#### Task to carry out
Filter the records below and copy every line containing the word "長榮路三段".

Excerpts from a dataset
↓

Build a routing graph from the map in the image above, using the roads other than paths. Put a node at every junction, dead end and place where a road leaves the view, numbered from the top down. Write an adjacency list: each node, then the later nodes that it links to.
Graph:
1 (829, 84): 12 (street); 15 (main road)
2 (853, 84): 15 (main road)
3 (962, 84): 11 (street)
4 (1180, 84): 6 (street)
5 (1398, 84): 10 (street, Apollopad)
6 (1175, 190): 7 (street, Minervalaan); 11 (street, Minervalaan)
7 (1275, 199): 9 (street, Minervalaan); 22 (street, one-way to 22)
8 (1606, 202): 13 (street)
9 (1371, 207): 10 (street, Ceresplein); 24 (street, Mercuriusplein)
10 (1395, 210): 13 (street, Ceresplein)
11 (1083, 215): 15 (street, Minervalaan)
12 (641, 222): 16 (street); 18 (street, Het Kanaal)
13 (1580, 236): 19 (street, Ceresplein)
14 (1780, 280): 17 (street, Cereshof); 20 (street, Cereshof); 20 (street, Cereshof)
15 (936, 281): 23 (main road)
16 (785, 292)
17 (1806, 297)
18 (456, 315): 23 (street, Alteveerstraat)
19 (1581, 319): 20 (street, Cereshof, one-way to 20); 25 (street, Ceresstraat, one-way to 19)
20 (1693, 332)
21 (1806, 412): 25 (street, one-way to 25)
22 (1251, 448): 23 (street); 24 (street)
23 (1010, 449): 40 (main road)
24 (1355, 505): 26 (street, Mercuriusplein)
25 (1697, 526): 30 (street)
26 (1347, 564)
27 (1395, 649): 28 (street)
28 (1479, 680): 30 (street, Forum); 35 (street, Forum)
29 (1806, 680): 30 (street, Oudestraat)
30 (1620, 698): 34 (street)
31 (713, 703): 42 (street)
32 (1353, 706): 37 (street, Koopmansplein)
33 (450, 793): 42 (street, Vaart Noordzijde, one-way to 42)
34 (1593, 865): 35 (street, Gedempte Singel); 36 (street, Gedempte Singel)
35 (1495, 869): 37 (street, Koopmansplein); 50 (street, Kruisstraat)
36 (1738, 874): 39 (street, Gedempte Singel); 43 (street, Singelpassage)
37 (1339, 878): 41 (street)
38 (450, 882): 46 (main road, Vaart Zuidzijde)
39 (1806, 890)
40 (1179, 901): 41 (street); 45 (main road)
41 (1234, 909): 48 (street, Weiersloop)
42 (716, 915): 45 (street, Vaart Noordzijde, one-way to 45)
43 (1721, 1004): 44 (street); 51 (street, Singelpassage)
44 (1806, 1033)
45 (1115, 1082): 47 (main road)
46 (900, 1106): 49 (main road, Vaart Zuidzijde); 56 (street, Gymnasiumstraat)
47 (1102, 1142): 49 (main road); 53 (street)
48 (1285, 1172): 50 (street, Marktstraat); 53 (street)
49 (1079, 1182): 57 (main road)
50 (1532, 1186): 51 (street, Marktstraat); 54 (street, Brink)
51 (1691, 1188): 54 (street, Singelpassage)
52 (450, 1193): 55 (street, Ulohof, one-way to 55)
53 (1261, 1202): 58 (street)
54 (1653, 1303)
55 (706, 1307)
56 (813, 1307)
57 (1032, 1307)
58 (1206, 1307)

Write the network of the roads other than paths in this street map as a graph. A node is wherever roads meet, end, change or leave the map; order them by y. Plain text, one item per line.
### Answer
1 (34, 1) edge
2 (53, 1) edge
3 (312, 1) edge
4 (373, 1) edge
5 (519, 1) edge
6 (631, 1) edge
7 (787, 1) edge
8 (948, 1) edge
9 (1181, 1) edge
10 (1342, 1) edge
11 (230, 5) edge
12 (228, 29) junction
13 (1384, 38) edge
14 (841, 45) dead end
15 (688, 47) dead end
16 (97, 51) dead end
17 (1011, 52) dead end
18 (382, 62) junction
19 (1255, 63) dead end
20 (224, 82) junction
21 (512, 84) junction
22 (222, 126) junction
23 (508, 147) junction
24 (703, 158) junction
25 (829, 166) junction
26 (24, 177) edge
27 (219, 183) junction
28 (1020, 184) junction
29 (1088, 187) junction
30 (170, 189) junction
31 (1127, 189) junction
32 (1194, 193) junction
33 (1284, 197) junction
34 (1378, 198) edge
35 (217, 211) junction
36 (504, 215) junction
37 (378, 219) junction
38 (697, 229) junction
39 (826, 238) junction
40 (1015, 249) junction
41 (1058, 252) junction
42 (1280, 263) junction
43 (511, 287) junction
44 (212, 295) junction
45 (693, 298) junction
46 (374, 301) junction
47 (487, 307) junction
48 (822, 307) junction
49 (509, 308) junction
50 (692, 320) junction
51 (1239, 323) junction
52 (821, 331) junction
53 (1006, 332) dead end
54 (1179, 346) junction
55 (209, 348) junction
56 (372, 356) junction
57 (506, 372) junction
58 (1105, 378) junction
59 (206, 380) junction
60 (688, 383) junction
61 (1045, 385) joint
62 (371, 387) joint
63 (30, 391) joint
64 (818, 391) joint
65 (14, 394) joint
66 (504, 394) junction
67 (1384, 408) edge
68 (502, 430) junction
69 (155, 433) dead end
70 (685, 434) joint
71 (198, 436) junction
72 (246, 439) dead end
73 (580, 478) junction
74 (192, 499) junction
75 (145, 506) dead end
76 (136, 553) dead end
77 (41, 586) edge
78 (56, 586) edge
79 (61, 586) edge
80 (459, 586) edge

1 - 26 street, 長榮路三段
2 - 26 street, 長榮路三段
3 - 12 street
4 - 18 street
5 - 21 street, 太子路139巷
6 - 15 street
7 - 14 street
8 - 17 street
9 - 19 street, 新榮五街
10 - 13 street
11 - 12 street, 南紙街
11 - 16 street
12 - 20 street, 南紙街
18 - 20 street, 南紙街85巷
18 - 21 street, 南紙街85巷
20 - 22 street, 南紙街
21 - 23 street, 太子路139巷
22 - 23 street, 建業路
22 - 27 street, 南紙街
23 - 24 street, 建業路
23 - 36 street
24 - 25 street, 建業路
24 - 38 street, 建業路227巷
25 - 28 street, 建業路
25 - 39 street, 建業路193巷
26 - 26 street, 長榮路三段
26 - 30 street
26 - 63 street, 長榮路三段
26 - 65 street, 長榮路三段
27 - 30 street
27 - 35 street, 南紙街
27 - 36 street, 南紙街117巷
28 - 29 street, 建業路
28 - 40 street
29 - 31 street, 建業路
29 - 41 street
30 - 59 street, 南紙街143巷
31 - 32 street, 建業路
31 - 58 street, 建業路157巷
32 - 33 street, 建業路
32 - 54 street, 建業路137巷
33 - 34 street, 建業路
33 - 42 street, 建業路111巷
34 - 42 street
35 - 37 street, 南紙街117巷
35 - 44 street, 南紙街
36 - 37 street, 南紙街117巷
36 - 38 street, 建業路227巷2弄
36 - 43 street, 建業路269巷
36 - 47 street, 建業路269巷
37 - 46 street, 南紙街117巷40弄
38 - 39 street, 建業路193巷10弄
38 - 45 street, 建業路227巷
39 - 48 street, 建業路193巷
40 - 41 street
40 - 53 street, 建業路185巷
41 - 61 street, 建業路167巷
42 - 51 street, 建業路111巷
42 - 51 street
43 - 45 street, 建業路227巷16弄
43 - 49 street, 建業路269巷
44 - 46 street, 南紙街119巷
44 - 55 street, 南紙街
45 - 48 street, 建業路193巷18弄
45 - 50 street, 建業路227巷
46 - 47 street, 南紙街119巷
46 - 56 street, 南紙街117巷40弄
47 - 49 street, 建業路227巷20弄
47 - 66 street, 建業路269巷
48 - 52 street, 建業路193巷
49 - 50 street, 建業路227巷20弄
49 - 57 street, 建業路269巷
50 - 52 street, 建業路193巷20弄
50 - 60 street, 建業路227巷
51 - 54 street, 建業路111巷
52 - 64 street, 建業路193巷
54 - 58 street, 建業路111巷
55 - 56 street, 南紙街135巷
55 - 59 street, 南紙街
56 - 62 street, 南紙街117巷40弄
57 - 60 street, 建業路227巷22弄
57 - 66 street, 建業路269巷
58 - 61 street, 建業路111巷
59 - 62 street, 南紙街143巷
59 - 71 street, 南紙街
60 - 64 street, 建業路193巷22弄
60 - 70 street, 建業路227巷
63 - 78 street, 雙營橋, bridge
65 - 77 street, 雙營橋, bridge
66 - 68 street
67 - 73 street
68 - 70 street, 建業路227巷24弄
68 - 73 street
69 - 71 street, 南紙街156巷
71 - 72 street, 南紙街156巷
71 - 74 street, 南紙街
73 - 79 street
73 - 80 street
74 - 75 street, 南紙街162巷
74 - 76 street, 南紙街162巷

↑

#### Answer for this exercise
1 - 26 street, 長榮路三段
2 - 26 street, 長榮路三段
26 - 26 street, 長榮路三段
26 - 63 street, 長榮路三段
26 - 65 street, 長榮路三段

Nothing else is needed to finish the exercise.